* **WHAT IS BEING ASKED**
Within the records below, filter for lines carrying the word "down" and copy them.

* **DATA SHOWN**
+---+

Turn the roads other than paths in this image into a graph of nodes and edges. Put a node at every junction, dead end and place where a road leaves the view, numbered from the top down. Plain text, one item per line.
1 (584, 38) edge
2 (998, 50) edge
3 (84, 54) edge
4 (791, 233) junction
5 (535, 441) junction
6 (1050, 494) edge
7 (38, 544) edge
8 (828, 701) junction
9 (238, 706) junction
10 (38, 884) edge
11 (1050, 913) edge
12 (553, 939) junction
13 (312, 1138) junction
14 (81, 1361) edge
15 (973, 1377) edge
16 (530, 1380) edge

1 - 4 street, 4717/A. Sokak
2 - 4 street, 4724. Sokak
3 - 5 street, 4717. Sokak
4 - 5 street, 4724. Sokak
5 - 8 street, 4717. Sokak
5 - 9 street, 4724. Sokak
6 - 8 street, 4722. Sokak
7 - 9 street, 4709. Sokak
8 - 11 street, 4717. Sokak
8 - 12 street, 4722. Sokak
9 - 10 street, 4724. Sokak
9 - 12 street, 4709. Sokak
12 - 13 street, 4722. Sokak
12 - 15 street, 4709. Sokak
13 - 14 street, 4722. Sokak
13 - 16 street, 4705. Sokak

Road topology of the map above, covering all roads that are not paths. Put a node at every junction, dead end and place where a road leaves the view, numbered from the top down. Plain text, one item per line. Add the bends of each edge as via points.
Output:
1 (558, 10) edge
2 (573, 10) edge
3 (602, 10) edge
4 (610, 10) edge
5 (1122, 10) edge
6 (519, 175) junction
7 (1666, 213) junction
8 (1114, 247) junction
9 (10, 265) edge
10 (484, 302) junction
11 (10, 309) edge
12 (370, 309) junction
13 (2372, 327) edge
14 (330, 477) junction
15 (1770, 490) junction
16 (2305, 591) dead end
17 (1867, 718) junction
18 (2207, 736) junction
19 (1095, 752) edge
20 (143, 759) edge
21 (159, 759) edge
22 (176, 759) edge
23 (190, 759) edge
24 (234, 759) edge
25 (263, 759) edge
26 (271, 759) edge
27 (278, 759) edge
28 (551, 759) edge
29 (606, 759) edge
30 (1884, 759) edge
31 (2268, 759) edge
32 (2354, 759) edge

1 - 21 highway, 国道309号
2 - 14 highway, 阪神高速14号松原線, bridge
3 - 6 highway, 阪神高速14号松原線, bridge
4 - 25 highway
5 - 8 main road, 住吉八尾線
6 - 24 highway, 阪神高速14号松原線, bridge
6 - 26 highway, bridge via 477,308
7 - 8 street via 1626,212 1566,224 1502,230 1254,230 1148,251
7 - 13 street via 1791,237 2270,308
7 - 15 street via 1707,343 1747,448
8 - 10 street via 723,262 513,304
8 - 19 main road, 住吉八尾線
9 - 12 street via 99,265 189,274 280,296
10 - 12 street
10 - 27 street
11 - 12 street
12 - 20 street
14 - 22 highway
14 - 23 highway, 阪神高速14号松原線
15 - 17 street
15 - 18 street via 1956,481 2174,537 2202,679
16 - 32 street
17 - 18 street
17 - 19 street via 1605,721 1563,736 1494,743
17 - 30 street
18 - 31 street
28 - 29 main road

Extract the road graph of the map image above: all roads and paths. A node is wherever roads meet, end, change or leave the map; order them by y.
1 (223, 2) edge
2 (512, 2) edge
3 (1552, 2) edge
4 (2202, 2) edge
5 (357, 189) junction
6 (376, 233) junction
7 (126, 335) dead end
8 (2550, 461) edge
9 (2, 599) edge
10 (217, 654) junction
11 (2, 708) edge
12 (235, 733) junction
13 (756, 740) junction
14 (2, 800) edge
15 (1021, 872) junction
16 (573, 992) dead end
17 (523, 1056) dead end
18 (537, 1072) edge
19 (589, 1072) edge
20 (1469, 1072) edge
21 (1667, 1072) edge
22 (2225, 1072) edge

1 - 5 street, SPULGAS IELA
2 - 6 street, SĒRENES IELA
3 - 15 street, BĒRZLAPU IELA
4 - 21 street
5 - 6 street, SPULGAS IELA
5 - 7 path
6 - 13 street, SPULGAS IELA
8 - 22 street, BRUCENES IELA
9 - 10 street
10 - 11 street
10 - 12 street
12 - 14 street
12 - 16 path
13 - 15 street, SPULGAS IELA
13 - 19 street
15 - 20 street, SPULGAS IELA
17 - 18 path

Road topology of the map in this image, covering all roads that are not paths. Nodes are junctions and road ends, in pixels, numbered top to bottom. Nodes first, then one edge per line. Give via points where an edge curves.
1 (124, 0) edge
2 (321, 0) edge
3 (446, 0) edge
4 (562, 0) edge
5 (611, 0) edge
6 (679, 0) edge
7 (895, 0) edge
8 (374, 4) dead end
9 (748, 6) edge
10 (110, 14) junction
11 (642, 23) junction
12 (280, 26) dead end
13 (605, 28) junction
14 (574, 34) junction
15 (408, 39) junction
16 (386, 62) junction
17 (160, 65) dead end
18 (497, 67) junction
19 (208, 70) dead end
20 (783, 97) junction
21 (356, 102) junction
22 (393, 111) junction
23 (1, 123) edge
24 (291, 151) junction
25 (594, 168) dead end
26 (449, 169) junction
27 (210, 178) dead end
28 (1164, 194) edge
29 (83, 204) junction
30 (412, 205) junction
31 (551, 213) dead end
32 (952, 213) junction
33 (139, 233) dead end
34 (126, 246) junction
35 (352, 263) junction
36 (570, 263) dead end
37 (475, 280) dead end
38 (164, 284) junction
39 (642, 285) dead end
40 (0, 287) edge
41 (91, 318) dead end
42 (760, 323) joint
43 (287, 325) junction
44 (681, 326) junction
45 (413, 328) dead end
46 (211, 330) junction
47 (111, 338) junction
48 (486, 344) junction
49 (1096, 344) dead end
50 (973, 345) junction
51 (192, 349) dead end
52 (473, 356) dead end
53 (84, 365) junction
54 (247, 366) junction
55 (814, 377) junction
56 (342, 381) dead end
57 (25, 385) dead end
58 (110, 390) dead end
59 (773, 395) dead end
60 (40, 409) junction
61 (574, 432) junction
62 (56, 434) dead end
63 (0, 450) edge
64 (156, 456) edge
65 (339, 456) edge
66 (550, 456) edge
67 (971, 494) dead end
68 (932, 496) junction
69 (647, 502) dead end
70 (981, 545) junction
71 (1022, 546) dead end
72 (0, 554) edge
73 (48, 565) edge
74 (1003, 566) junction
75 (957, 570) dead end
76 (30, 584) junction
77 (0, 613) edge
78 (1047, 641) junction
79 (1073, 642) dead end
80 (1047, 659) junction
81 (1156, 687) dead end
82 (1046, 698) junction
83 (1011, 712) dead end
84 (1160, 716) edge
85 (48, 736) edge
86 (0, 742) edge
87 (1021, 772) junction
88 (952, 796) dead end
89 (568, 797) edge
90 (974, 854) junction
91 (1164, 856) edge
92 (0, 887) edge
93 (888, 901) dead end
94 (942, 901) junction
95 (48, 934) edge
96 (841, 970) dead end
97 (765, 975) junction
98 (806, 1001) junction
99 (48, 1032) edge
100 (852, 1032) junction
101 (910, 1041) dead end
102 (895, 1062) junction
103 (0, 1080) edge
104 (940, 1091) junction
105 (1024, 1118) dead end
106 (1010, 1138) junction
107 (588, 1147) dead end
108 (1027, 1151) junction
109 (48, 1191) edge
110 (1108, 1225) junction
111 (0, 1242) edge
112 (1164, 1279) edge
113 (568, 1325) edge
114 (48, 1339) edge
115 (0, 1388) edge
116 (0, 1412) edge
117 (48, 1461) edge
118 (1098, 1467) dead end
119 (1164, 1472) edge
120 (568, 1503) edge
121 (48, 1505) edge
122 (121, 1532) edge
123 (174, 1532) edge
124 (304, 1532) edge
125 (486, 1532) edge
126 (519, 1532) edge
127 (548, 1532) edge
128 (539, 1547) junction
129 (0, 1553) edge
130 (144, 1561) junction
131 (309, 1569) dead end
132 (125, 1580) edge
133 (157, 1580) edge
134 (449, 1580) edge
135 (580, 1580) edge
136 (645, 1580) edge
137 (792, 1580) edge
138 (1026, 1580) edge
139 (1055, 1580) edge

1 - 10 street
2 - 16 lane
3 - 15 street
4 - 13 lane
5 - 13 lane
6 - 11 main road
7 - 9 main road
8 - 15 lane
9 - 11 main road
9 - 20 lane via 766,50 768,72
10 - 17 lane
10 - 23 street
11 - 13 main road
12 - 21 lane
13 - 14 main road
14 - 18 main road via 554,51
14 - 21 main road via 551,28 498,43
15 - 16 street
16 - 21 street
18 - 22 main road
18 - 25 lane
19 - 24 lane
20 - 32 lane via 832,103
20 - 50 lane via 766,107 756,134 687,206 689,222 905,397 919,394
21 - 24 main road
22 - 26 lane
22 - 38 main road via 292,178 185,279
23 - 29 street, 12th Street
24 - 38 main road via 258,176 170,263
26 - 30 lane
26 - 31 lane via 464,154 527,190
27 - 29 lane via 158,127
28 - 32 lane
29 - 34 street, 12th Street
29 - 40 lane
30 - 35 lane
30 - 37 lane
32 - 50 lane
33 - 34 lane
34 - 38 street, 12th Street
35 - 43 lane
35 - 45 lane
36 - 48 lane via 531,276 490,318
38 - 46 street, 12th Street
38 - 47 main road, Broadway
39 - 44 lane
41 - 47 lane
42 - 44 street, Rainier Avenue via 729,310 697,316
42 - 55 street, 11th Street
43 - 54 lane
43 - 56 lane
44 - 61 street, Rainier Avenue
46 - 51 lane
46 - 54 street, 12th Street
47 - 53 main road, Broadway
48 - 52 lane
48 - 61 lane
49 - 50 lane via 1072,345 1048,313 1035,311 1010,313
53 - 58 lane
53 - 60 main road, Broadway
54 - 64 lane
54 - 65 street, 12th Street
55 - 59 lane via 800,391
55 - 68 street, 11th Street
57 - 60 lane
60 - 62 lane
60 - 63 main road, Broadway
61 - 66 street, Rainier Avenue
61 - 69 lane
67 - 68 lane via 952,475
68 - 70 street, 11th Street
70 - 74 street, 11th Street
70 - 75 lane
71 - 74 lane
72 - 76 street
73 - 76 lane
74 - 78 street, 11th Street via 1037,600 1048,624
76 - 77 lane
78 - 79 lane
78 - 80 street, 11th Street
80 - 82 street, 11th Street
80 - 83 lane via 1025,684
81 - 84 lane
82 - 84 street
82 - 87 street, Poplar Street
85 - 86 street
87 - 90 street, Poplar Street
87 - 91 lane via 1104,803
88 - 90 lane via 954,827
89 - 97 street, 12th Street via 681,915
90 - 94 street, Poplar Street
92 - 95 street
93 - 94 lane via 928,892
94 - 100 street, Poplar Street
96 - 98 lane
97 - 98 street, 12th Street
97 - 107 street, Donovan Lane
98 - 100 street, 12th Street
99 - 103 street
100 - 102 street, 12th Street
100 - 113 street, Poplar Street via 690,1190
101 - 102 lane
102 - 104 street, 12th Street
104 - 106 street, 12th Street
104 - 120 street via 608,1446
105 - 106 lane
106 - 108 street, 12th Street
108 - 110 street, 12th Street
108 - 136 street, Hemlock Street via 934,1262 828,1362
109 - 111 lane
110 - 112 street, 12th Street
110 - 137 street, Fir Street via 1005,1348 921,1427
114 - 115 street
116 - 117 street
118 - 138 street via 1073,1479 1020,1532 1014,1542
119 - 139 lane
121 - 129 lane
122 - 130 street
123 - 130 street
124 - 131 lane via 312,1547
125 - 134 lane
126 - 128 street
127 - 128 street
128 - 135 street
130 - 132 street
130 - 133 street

+---+

* **FINISHED TASK**
Turn the roads other than paths in this image into a graph of nodes and edges. Put a node at every junction, dead end and place where a road leaves the view, numbered from the top down. Plain text, one item per line.
Road topology of the map above, covering all roads that are not paths. Put a node at every junction, dead end and place where a road leaves the view, numbered from the top down. Plain text, one item per line. Add the bends of each edge as via points.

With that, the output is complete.